I throw caution to the wind, dance terribly, live in Vacouver, believe in cynical kinda love and spend time watching the moonlit sky!

Twitter Github Stackoverflow

My take on Cassandra

21 Feb 2011 - Manipal

For all those who have just stumbled across this post thinking it to be a guide on scoring chicks named Cassandra, then I suggest you get a life!

Over the past couple of weeks, we have been trying to shift our backend cache store from memcachedb to cassandra. The coolest thing about cassandra is its auto sort feature. As soon as you insert a value in the cassandra data store, it sorts it for you based on the schema specified and updates it across all the nodes. Sorting can be done based on a lot of parameters. Heres a brief list

BytesType - Simple sort by byte value. No validation is performed. 
UTF8Type - A string encoded as UTF8 
TimeUUIDType - a 128bit version 1 UUID, compared by timestamp 

Getting cassandra up and running on my Ubuntu Machine was as easy as getting a Micheal Jordon shoot a 2 pointer. You can download the source from here. I would recommend going with the oldstable release of 0.6.11 if you intend to use PHP as a thrift client. We ran into a couple of problems trying to make Pandra work with the 0.7 version. Thrift is a client interface which talks to cassandra. You need to download that from here

To run an instance of cassandra on your machine, untar cassandra-bin.
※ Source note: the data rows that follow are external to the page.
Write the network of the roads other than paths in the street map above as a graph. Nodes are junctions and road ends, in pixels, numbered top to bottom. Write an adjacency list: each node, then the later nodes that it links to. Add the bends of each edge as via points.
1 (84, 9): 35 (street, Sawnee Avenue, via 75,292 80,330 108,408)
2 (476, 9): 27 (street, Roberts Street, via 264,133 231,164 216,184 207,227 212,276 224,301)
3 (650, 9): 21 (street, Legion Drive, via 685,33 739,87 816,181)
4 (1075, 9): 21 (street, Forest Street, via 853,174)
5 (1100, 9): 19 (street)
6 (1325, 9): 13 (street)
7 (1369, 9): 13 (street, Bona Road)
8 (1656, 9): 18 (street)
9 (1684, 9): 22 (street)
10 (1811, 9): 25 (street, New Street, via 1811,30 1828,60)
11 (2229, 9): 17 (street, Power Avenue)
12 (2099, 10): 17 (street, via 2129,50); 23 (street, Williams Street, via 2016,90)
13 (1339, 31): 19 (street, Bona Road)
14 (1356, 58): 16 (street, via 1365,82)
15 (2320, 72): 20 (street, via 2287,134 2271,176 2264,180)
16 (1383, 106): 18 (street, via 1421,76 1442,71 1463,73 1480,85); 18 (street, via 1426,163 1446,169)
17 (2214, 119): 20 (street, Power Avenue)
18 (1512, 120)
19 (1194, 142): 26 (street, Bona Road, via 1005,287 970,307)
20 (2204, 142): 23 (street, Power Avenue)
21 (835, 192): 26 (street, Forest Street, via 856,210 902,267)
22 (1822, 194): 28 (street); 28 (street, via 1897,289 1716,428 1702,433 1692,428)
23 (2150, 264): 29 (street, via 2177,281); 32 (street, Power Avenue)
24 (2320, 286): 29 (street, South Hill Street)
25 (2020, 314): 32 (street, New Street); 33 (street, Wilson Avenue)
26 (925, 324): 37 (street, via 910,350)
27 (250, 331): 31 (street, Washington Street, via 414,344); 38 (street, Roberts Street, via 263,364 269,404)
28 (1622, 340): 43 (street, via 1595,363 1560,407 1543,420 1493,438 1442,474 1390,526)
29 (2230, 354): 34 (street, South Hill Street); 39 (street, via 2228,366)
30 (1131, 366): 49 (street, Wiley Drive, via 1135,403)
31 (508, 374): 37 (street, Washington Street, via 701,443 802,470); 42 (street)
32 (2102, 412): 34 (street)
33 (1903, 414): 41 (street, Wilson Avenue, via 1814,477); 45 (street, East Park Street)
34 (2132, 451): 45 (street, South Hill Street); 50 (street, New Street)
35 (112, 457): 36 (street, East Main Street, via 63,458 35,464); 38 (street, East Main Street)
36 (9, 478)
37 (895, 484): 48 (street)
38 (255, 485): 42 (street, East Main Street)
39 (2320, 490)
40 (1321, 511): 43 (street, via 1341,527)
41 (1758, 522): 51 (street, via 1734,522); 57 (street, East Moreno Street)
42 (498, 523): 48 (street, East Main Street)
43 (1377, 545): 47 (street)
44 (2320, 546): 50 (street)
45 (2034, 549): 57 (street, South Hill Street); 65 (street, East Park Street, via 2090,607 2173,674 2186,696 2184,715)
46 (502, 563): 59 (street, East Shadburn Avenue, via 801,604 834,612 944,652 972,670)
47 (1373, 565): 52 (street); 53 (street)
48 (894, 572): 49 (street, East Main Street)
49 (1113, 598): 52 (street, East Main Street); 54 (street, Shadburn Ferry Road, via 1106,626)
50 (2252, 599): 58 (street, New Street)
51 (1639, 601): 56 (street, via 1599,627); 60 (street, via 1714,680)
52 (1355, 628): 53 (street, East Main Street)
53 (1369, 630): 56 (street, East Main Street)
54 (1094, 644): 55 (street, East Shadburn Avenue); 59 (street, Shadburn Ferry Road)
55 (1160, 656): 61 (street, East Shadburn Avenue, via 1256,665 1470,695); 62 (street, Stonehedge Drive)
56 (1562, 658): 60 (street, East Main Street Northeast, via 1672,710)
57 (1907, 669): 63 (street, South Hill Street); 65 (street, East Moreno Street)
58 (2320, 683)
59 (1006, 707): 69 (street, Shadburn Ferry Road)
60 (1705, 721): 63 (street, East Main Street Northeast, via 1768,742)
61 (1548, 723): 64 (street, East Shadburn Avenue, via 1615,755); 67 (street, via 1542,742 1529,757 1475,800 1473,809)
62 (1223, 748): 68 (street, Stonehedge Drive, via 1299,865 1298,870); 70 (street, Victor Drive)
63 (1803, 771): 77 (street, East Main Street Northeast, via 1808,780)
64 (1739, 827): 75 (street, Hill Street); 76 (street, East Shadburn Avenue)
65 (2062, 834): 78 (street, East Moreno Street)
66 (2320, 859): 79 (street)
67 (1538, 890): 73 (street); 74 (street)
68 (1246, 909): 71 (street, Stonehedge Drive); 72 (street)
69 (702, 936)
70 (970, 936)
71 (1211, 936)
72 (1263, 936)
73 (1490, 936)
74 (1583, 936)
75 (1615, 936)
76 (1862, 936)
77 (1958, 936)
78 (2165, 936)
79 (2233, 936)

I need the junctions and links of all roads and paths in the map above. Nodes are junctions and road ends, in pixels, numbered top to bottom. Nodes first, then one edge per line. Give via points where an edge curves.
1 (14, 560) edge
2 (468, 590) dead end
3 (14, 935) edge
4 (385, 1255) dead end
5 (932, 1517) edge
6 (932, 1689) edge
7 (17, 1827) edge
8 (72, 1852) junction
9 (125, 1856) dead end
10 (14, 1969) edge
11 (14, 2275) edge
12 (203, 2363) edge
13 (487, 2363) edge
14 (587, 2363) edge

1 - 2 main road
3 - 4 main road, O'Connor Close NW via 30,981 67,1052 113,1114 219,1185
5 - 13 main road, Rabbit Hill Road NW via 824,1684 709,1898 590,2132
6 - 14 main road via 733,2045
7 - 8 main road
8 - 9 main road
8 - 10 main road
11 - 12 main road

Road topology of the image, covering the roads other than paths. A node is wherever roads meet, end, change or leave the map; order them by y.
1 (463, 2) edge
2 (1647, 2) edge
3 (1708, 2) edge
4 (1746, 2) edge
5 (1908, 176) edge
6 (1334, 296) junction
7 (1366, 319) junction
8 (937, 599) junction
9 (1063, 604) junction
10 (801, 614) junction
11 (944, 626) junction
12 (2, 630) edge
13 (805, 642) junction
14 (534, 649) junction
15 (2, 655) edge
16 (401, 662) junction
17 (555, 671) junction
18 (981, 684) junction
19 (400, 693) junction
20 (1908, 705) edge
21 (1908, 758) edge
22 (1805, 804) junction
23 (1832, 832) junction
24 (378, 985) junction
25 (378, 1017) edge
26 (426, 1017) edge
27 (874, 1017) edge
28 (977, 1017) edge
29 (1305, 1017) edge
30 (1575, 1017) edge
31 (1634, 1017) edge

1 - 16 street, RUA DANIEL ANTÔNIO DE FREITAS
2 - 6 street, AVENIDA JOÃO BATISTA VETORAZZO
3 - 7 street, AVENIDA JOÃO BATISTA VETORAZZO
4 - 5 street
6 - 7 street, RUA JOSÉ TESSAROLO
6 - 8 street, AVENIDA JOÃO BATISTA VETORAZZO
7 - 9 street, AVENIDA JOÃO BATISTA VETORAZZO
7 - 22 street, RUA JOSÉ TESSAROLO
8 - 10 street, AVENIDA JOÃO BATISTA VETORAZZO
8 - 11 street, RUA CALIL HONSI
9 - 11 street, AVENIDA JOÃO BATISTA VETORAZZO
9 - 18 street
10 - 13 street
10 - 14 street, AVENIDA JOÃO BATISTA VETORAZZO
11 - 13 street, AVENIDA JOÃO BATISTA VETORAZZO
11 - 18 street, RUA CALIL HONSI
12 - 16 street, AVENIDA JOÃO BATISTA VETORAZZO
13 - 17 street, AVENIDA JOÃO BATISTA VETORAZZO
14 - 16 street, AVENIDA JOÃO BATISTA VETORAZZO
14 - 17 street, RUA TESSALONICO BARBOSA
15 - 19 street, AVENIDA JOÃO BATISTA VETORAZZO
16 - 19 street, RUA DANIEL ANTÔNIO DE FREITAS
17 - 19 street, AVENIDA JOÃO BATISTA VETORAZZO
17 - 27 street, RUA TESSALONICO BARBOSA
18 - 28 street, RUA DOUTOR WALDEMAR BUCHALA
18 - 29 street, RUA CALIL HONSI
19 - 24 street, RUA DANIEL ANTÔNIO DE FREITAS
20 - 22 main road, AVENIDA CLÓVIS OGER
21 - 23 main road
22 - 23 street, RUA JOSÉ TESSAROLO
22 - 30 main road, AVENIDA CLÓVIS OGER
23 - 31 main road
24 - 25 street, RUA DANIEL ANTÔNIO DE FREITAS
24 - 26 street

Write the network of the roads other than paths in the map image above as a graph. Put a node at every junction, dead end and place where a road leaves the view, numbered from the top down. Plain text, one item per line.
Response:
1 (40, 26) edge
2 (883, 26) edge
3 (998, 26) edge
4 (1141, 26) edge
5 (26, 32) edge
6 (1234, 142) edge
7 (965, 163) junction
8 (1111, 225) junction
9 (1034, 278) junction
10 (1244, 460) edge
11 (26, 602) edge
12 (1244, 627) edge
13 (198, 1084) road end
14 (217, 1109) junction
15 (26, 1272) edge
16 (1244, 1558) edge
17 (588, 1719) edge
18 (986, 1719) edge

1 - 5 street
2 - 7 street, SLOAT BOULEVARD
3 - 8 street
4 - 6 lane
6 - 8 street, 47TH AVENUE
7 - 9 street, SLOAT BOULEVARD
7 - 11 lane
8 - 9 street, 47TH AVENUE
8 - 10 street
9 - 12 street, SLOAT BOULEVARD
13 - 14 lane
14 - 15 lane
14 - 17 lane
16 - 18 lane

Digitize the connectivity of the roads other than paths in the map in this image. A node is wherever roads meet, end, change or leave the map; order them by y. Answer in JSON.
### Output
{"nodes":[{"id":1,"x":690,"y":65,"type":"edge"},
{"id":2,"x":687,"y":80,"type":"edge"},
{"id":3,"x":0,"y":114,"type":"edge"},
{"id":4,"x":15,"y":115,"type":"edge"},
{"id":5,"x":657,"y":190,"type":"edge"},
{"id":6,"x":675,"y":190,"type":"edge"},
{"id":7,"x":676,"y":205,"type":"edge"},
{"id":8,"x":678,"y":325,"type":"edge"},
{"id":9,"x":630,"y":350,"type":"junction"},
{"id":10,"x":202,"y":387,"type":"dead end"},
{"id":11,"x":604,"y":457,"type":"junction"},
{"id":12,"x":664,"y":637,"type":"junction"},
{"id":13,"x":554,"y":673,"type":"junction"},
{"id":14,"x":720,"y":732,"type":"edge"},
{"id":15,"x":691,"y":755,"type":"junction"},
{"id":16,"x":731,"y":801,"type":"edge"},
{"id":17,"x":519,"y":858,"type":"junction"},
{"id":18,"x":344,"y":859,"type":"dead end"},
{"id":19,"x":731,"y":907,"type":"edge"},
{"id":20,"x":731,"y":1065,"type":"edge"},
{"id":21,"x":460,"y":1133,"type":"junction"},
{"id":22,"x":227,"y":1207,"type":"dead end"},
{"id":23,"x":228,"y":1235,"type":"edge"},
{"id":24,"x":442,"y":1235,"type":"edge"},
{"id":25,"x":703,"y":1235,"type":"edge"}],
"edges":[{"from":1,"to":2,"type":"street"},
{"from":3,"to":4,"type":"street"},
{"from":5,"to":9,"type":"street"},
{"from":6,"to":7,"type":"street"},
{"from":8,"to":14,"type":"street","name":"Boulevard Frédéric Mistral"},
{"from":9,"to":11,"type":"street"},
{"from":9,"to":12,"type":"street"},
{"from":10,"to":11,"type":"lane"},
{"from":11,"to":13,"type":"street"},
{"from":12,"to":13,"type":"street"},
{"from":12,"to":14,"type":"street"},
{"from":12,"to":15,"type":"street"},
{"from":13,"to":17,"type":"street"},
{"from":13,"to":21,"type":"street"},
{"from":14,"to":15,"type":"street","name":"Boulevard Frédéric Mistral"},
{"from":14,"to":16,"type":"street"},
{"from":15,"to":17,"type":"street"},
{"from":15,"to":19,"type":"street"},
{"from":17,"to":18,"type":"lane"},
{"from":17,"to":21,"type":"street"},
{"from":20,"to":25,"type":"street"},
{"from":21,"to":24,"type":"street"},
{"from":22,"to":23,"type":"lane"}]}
tar xvfz apache-cassandra-version-bin.tar.gz

And run cassandra as root.

sudo bin/cassandra -f

-f (foreground) gives you a line by line output of what cassandra is doing.

Before we get started on inserting and pulling out values from Cassandra, heres something you should know.

##Keyspace Much like your database in RDBMS, these are known as keyspaces in Cassandra.

##Column A column is a collection of 3 items. A name, value and a timestamp.

<Column1>
    <name>City</name>
    <value>Mumbai</value>
    <timestamp>123456789</timestamp>
</Column1>

##Super Column A super column is just a collection of columns.

<SuperColumn1>
   <Column1>
      <name>City</name>
      <value>Mumbai</value>
      <timestamp>123456789</timestamp>
   </Column1>
   <Column2>
      <name>City</name>
      <value>Delhi</value>
      <timestamp>123456790</timestamp>
   </Column2>
</SuperColumn1>

To define your own SuperColumn Schema, you might want to take a look at the conf/storage-conf.xml file (cassandra.yaml in 0.7) in the conf directory. It has a pretty good explanation on how to define keyspaces.

Lets get the ball rolling and hook up the cassandra-cli bin/cassandra-cli

Since I’m using the keyspace Keyspace1 (check out the Keyspace1 schema in storage-conf.xml file), I need to specify that. To insert in cassandra, this is what you need to do from the command line.

cassandra>use Keyspace1
cassandra>set Keyspace1.Standard2['id1']['fname'] = 'Jack'
Value Inserted
cassandra>set Keyspace1.Standard2['id1']['lname'] = 'Bauer'
Value Inserted

To retrieve data, heres what you do.

cassandra>get Keyspace1.['id1']
=> (column=lname, value=Bauer, timestamp=123456789)
=> (column=fname, value=Jack, timestamp=123456788)
Returned 2 results.

Thats about it. There are a lot of thrift clients out there in different languages. I largely code in python, if you do too, go with [pycassa] (http://github.com/pycassa/pycassa”>pycassa)